Saturday's bombing hit people who were leaving their towns

The attack killed 126 people, including 68 children, monitoring group says

CNN  — 

The evacuation of civilians and rebels from several besieged Syrian towns resumed on Wednesday, Syrian state media and a monitoring group reported.

The population swaps between opposition and regime-held areas had been halted after a suicide bombing ripped through a convoy of buses Saturday, killing 126 people, including 68 children, who were being evacuated as part of the same deal.

Women and children look out from a bus window.

On Wednesday morning, a convoy of buses rolled out of the pro-regime Shia villages of Al-Fu’ah and Kafraya, which have been under crippling siege for more than two years.

At least 109 of those killed in the suicide blast on Saturday were evacuees from the same government-held towns.

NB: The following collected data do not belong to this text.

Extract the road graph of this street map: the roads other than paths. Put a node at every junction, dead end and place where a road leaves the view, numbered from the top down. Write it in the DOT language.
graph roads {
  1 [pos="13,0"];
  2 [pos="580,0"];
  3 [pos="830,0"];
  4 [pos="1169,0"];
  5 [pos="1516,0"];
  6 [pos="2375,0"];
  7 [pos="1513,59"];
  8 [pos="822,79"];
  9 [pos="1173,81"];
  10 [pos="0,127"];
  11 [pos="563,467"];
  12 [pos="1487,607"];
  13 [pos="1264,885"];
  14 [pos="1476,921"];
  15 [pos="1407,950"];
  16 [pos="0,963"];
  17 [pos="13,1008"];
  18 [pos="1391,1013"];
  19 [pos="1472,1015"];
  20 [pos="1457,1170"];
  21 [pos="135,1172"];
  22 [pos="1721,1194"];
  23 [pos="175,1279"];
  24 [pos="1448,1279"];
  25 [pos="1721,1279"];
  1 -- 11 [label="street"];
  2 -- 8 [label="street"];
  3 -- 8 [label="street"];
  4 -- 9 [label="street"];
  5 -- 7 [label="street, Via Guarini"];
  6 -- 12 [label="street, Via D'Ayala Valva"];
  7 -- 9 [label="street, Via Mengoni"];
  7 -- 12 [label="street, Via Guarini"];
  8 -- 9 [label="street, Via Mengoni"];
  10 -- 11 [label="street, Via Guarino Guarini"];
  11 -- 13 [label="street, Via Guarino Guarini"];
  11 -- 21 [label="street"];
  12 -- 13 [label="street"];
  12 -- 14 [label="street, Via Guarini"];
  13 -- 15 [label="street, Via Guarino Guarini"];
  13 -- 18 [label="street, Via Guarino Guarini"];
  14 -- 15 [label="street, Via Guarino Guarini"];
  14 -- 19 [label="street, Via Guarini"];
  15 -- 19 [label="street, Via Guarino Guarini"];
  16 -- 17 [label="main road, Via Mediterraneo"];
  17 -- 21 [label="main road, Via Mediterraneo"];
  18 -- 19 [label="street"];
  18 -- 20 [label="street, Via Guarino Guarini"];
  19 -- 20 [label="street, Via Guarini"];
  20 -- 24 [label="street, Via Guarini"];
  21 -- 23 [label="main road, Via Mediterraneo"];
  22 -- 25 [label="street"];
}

Syrians board a convoy of buses.

“At dawn today, at least 45 buses carrying about 3,000 people from Al-Fu’ah and Kafraya villages, in the northern and eastern suburbs of Idlib, left the two towns in the direction of the city of Aleppo, which is under the control of the [Syrian] regime,” Rami Abdul Rahman, the head of the UK-based Syrian Observatory for Human Rights, told CNN. “Among the evacuees are about 700 pro-Syrian regime fighters.”

As residents left Al-Fu’ah and Kafraya, roughly 300 people from the rebel-held town of Zabadani, near Damascus, departed for opposition-held areas, Rahman said.

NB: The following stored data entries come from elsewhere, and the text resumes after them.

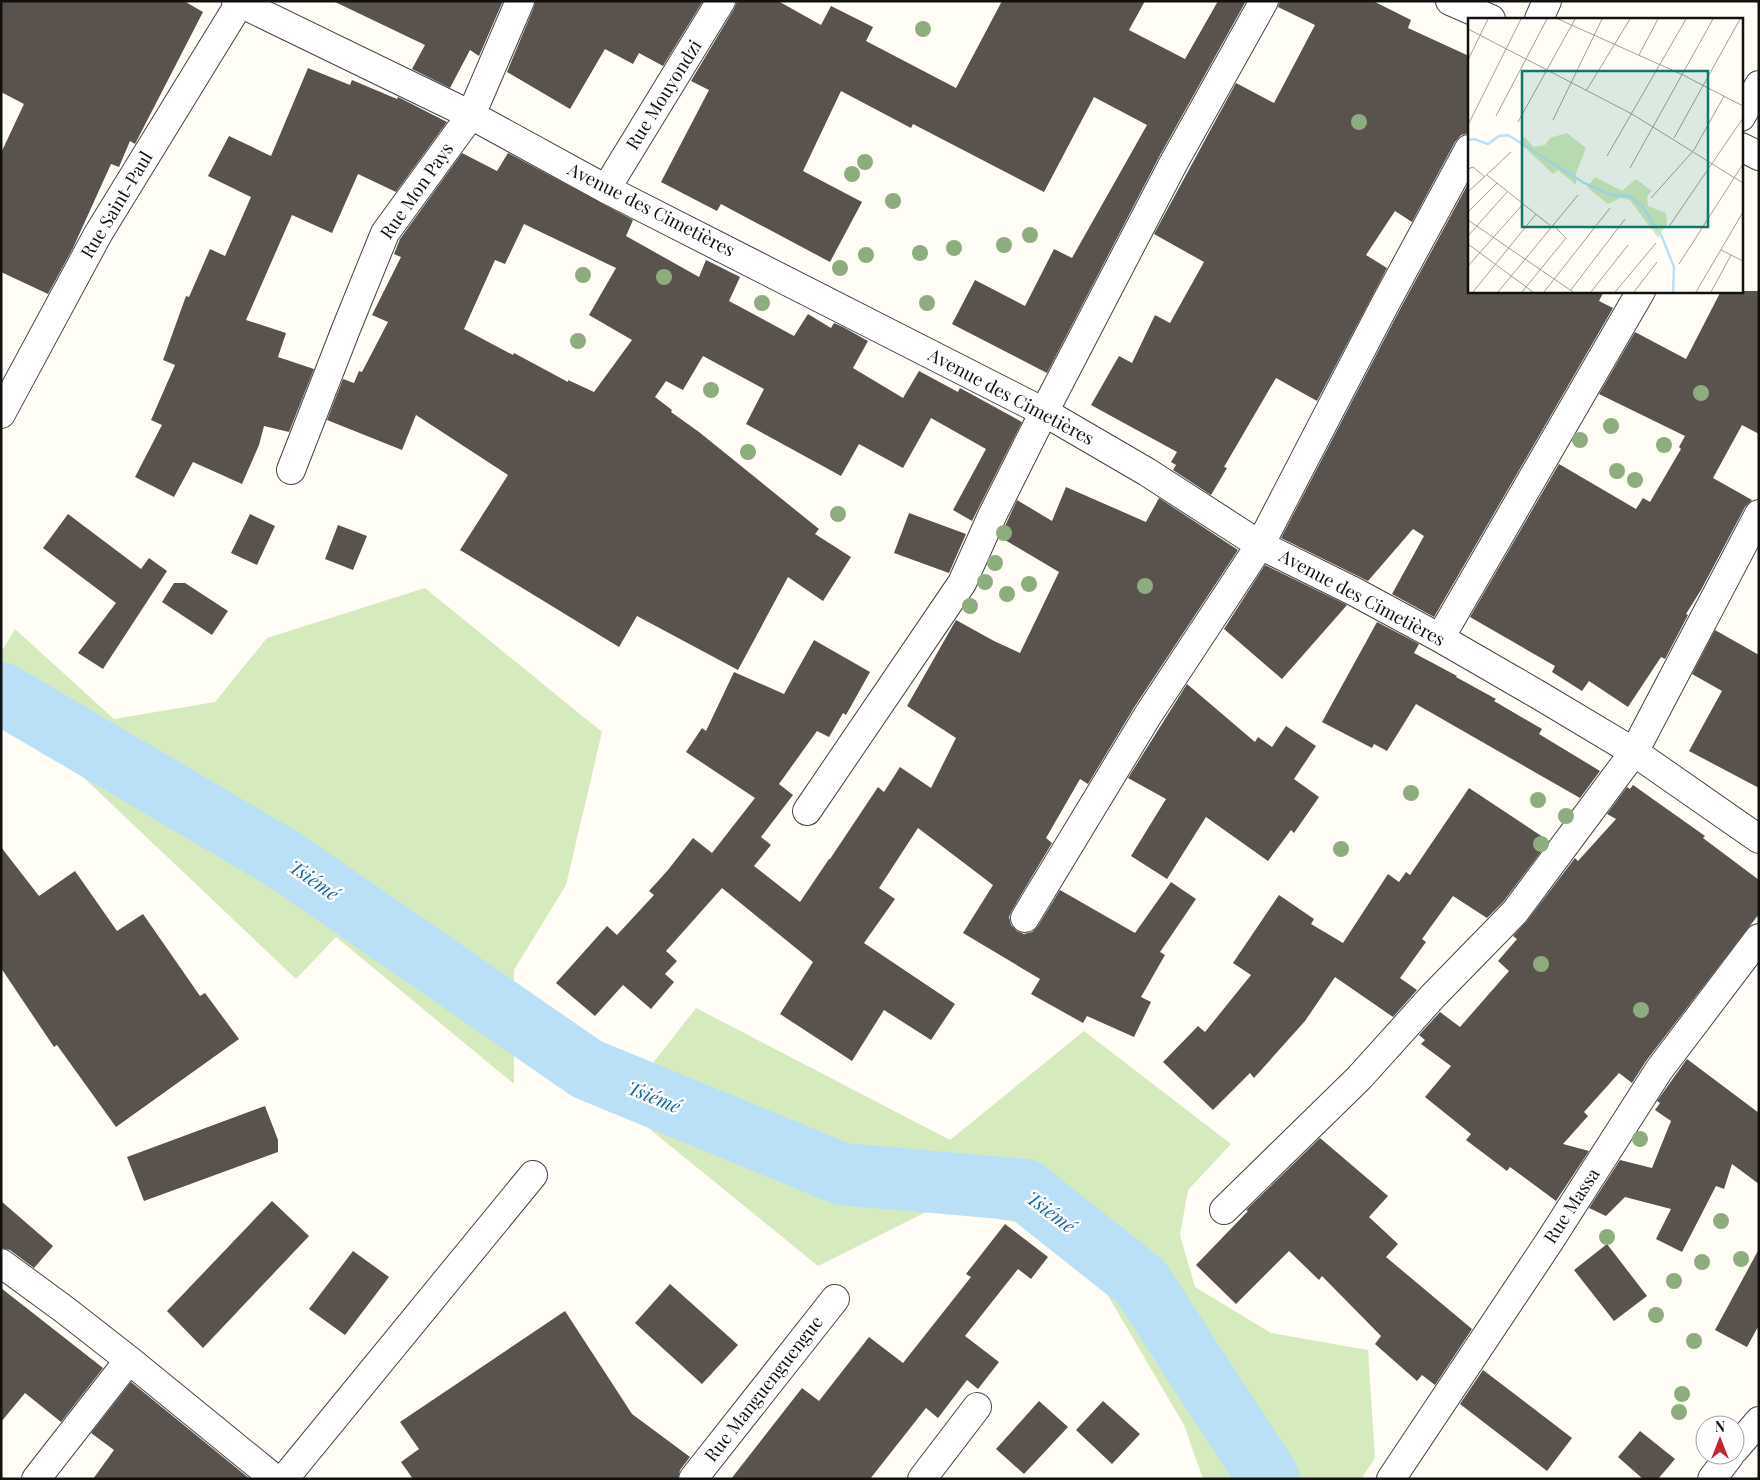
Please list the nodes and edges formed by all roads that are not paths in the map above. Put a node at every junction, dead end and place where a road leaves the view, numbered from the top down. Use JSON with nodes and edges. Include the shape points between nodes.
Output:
{"nodes":[{"id":1,"x":520,"y":1,"type":"edge"},
{"id":2,"x":722,"y":1,"type":"edge"},
{"id":3,"x":1264,"y":1,"type":"edge"},
{"id":4,"x":1450,"y":1,"type":"edge"},
{"id":5,"x":1547,"y":1,"type":"edge"},
{"id":6,"x":239,"y":2,"type":"edge"},
{"id":7,"x":1489,"y":18,"type":"edge"},
{"id":8,"x":1539,"y":18,"type":"edge"},
{"id":9,"x":1759,"y":85,"type":"edge"},
{"id":10,"x":471,"y":115,"type":"junction"},
{"id":11,"x":1742,"y":116,"type":"edge"},
{"id":12,"x":1742,"y":148,"type":"edge"},
{"id":13,"x":1468,"y":151,"type":"edge"},
{"id":14,"x":1759,"y":156,"type":"edge"},
{"id":15,"x":606,"y":189,"type":"junction"},
{"id":16,"x":1640,"y":292,"type":"edge"},
{"id":17,"x":1044,"y":412,"type":"junction"},
{"id":18,"x":1,"y":414,"type":"edge"},
{"id":19,"x":291,"y":470,"type":"dead end"},
{"id":20,"x":1759,"y":514,"type":"edge"},
{"id":21,"x":1260,"y":544,"type":"junction"},
{"id":22,"x":1440,"y":638,"type":"junction"},
{"id":23,"x":1634,"y":752,"type":"junction"},
{"id":24,"x":807,"y":811,"type":"dead end"},
{"id":25,"x":1759,"y":838,"type":"edge"},
{"id":26,"x":1025,"y":918,"type":"dead end"},
{"id":27,"x":1759,"y":938,"type":"edge"},
{"id":28,"x":532,"y":1174,"type":"dead end"},
{"id":29,"x":1224,"y":1210,"type":"dead end"},
{"id":30,"x":2,"y":1266,"type":"edge"},
{"id":31,"x":835,"y":1299,"type":"dead end"},
{"id":32,"x":129,"y":1360,"type":"junction"},
{"id":33,"x":977,"y":1407,"type":"dead end"},
{"id":34,"x":1759,"y":1421,"type":"edge"},
{"id":35,"x":1745,"y":1437,"type":"edge"},
{"id":36,"x":1722,"y":1465,"type":"edge"},
{"id":37,"x":292,"y":1475,"type":"edge"},
{"id":38,"x":36,"y":1479,"type":"edge"},
{"id":39,"x":693,"y":1479,"type":"edge"},
{"id":40,"x":922,"y":1479,"type":"edge"},
{"id":41,"x":1391,"y":1479,"type":"edge"},
{"id":42,"x":1712,"y":1479,"type":"edge"}],
"edges":[{"from":1,"to":10,"type":"street","name":"Rue Mon Pays"},
{"from":2,"to":15,"type":"street","name":"Rue Mouyondzi"},
{"from":3,"to":17,"type":"street","via":[[1173,164]]},
{"from":4,"to":7,"type":"street"},
{"from":5,"to":8,"type":"street"},
{"from":6,"to":10,"type":"street","name":"Avenue des Cimetières"},
{"from":6,"to":18,"type":"street","name":"Rue Saint-Paul","via":[[98,234]]},
{"from":9,"to":11,"type":"street"},
{"from":10,"to":15,"type":"street","name":"Avenue des Cimetières"},
{"from":10,"to":19,"type":"street","name":"Rue Mon Pays","via":[[385,233]]},
{"from":12,"to":14,"type":"street"},
{"from":13,"to":21,"type":"street"},
{"from":15,"to":17,"type":"street","name":"Avenue des Cimetières"},
{"from":16,"to":22,"type":"street"},
{"from":17,"to":21,"type":"street","name":"Avenue des Cimetières"},
{"from":17,"to":24,"type":"street","via":[[962,583]]},
{"from":20,"to":23,"type":"street"},
{"from":21,"to":22,"type":"street","name":"Avenue des Cimetières"},
{"from":21,"to":26,"type":"street","via":[[1148,715]]},
{"from":22,"to":23,"type":"street","name":"Avenue des Cimetières"},
{"from":23,"to":25,"type":"street","name":"Avenue des Cimetières"},
{"from":23,"to":29,"type":"street","via":[[1515,912],[1359,1078]]},
{"from":27,"to":41,"type":"street","name":"Rue Massa","via":[[1659,1070]]},
{"from":28,"to":37,"type":"street"},
{"from":30,"to":32,"type":"street"},
{"from":31,"to":39,"type":"street","name":"Rue Manguenguengue"},
{"from":32,"to":37,"type":"street"},
{"from":32,"to":38,"type":"street"},
{"from":33,"to":40,"type":"street"},
{"from":34,"to":35,"type":"street"},
{"from":36,"to":42,"type":"street"}]}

An elderly man waits to board the convoy.

State-run Syrian Arab News Agency (SANA) reported that 11 buses “carrying armed men and their families” left Zabadani and the surrounding areas, without specifying the number of people that were evacuated.

Evacuees targeted

Workers try to put out a fire at the site of Saturday's bombing.

Saturday’s attack targeted a convoy of buses carrying thousands of people, all of whom were being evacuated under a so-called Four Towns Agreement.

The deal, negotiated by rival sides in Syria’s six-year conflict, involves four towns hundreds of miles apart – Kafraya and Al-Fu’ah in the country’s north, and Zabadani and Madaya in the southwest.

No group has claimed responsibility for the bombing, which struck buses that were parked at the time.

SANA reported that the same convoy hit in the attack continued on to regime-held parts of Aleppo.

Video shown on Syria’s Al-Ikhbariya state news channel showed evacuees from regime-held Kafraya celebrating as they arrived in the coastal province of Latakia.

“We escaped from death,” a woman told Al-Ikhbariya, crying. “Is this joy, is this sadness because we left our families? I don’t know. The circumstances are very hard, but praise be to God.”